Count every line in the following entries where the word "path" appears. Give the count alone.

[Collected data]

= Beginning of Section =

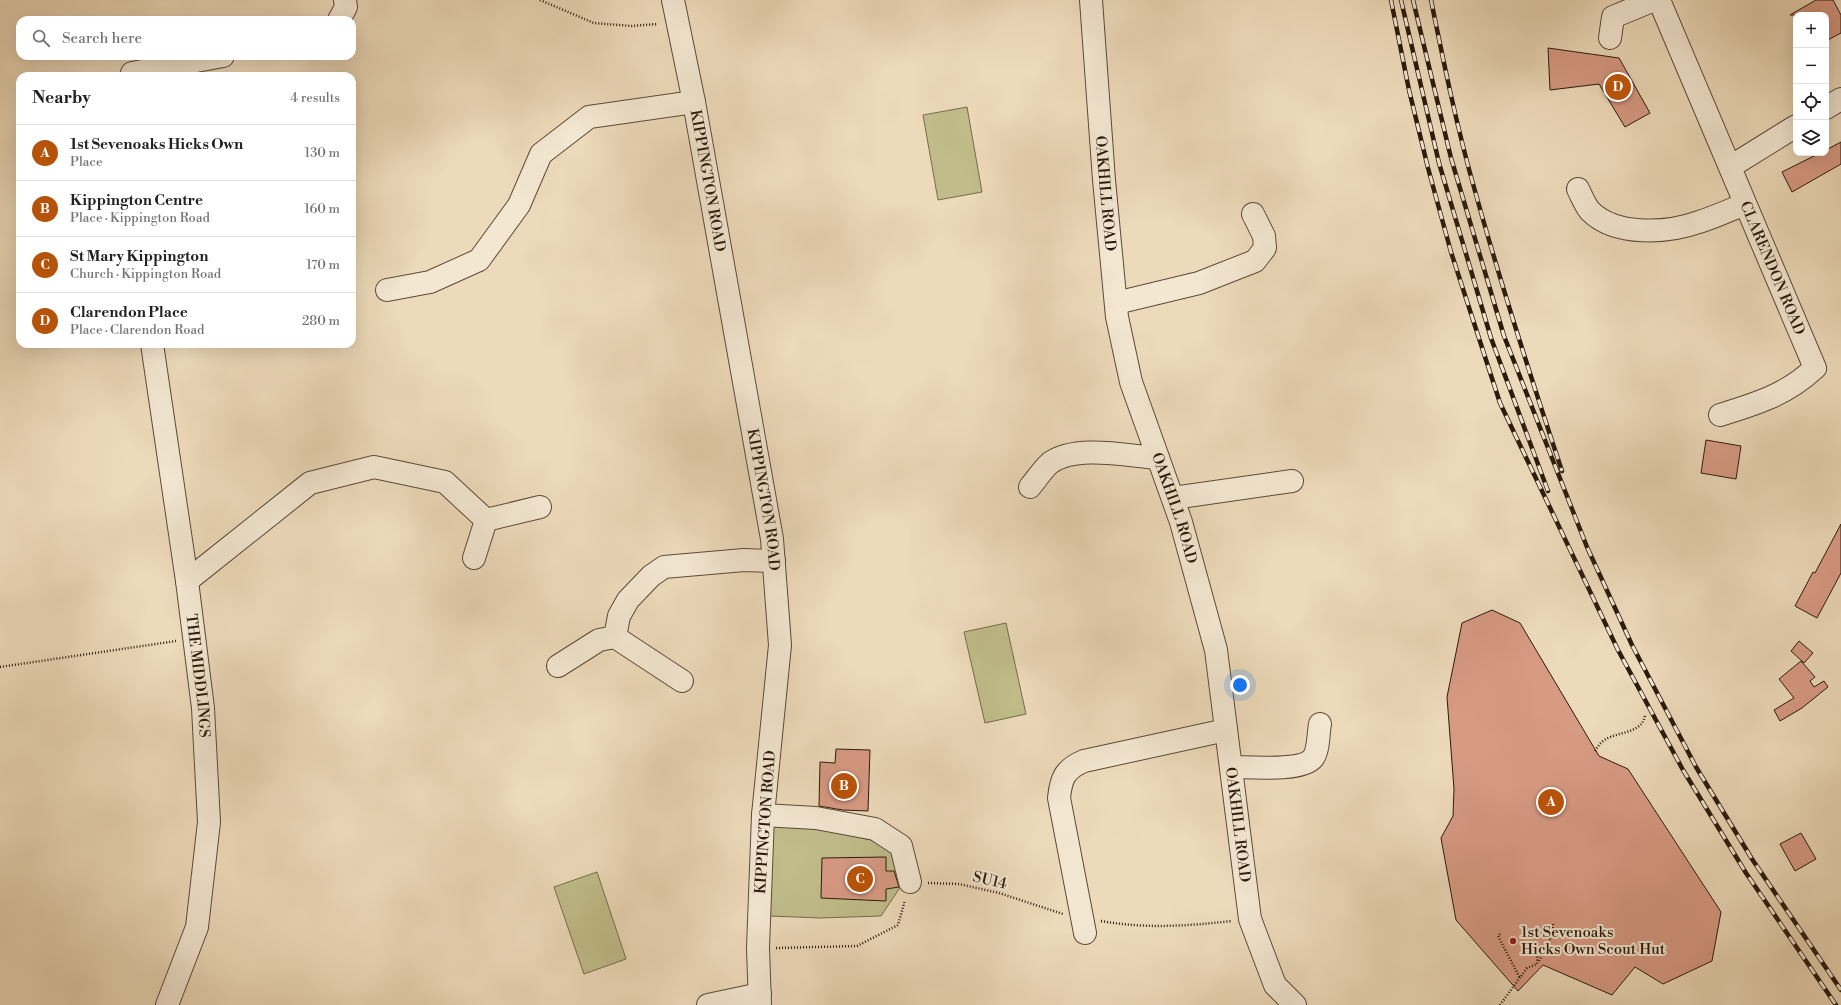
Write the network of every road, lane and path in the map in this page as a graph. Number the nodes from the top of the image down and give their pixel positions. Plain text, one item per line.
1 (345, 0) edge
2 (540, 0) edge
3 (673, 0) edge
4 (1091, 0) edge
5 (1654, 0) edge
6 (1659, 0) edge
7 (341, 16) edge
8 (677, 22) junction
9 (1610, 38) dead end
10 (202, 60) edge
11 (137, 72) edge
12 (1841, 99) edge
13 (694, 102) junction
14 (1829, 106) edge
15 (1793, 128) edge
16 (1730, 167) junction
17 (1578, 189) dead end
18 (1745, 204) junction
19 (1253, 214) dead end
20 (387, 290) dead end
21 (1116, 303) junction
22 (153, 348) edge
23 (1720, 415) dead end
24 (1158, 458) junction
25 (1292, 481) dead end
26 (1030, 487) dead end
27 (1173, 498) junction
28 (540, 507) dead end
29 (486, 520) junction
30 (474, 558) dead end
31 (774, 561) junction
32 (187, 581) junction
33 (615, 637) junction
34 (194, 639) junction
35 (0, 666) edge
36 (558, 666) dead end
37 (682, 681) dead end
38 (1645, 715) dead end
39 (1320, 724) dead end
40 (1226, 730) junction
41 (1595, 751) dead end
42 (1231, 766) junction
43 (763, 815) junction
44 (910, 882) junction
45 (1250, 919) junction
46 (1553, 924) dead end
47 (1084, 925) junction
48 (1500, 934) dead end
49 (758, 948) junction
50 (1538, 949) dead end
51 (1537, 964) junction
52 (1520, 978) junction
53 (760, 999) edge
54 (167, 1005) edge
55 (708, 1005) edge
56 (1295, 1005) edge
57 (1500, 1005) edge

1 - 7 street
2 - 8 path
3 - 8 street, KIPPINGTON ROAD
4 - 21 street, OAKHILL ROAD
5 - 9 street
6 - 16 street, CLARENDON ROAD
8 - 13 street, KIPPINGTON ROAD
10 - 11 street
12 - 14 street
13 - 20 street
13 - 31 street, KIPPINGTON ROAD
15 - 16 street
16 - 18 street, CLARENDON ROAD
17 - 18 street
18 - 23 street, CLARENDON ROAD
19 - 21 street
21 - 24 street, OAKHILL ROAD
22 - 32 street, THE MIDDLINGS
24 - 26 street
24 - 27 street, OAKHILL ROAD
25 - 27 street
27 - 40 street, OAKHILL ROAD
28 - 29 street
29 - 30 street
29 - 32 street
31 - 33 street
31 - 43 street, KIPPINGTON ROAD
32 - 34 street, THE MIDDLINGS
33 - 36 street
33 - 37 street
34 - 35 path
34 - 54 street, THE MIDDLINGS
38 - 41 path
39 - 42 street
40 - 42 street, OAKHILL ROAD
40 - 47 street
42 - 45 street, OAKHILL ROAD
43 - 44 street
43 - 49 street, KIPPINGTON ROAD
44 - 47 path, SU14
44 - 49 path
45 - 47 path, SU14
45 - 56 street, OAKHILL ROAD
46 - 51 path
48 - 52 path
49 - 53 street, KIPPINGTON ROAD
50 - 51 path
51 - 52 path
52 - 57 path
53 - 55 street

= End of Section =

Response box => 12